* _WORK REQUEST_
Whenever a line in the entries below contains the string "銚子旭線", copy that line.

* _Collected data entries_
______________________________
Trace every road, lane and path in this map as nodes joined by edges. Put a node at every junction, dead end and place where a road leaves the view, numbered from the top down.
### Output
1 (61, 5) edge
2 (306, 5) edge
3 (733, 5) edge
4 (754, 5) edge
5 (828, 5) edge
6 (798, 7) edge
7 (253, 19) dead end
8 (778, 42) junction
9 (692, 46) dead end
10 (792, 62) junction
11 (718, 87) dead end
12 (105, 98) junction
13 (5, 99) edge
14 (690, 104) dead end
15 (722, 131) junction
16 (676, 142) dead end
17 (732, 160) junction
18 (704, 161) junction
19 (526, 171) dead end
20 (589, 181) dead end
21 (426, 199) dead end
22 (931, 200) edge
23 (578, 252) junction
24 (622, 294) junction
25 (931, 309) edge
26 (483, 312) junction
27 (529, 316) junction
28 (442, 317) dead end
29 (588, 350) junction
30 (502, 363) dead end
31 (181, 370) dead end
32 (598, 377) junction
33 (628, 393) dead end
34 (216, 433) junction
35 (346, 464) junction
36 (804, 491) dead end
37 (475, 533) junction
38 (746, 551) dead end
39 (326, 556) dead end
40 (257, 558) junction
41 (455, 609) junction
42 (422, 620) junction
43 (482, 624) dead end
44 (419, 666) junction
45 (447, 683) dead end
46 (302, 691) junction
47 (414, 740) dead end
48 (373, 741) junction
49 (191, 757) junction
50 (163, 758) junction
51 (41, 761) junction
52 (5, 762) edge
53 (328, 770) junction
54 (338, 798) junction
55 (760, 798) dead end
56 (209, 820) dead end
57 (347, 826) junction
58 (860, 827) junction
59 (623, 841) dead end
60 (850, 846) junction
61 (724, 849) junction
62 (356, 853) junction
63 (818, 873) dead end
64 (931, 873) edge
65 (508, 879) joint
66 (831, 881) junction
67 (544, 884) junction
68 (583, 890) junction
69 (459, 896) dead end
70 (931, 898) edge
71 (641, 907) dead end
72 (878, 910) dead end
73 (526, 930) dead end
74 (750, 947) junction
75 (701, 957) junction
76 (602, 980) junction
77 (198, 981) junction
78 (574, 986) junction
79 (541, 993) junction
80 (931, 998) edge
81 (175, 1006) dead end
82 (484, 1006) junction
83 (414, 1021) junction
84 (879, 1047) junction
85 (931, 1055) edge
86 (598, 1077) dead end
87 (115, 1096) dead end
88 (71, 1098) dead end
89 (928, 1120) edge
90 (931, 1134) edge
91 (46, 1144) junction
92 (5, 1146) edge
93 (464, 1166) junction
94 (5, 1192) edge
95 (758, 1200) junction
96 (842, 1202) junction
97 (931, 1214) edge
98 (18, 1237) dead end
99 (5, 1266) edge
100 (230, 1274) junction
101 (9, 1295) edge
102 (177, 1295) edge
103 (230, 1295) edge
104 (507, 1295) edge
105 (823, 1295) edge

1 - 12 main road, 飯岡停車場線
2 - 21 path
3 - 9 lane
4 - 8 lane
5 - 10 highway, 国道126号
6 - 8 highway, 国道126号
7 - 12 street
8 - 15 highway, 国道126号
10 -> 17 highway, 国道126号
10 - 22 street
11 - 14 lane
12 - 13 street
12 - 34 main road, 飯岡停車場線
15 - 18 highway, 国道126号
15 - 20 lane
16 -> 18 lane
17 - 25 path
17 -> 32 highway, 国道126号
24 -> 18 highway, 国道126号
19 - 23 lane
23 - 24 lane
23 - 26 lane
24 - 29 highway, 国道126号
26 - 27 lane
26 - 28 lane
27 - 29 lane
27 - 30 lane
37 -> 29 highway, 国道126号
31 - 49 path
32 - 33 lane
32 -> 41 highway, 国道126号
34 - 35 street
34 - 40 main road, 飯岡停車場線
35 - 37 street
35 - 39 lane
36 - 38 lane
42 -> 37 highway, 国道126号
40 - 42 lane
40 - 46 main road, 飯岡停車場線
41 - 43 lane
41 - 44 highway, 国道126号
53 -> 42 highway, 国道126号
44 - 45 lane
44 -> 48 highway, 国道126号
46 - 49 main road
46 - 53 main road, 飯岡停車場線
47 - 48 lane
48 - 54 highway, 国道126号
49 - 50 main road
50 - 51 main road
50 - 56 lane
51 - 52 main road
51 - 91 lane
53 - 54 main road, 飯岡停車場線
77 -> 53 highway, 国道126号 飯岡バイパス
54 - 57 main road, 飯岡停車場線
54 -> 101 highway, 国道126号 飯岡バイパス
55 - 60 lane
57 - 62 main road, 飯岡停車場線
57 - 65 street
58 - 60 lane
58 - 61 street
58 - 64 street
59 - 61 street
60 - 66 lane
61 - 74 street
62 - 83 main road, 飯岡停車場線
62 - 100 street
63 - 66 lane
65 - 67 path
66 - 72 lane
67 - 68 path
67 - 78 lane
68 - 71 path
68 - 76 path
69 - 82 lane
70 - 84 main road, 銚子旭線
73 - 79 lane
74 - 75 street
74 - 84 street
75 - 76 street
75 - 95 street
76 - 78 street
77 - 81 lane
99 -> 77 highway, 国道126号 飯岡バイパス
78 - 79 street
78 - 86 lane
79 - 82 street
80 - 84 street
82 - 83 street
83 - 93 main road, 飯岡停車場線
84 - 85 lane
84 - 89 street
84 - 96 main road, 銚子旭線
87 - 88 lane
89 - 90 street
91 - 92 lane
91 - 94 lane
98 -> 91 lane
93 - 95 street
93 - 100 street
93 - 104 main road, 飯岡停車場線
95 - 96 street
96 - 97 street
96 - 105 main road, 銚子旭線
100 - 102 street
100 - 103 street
______________________________
* _RESULT OF THIS EXERCISE_
70 - 84 main road, 銚子旭線
84 - 96 main road, 銚子旭線
96 - 105 main road, 銚子旭線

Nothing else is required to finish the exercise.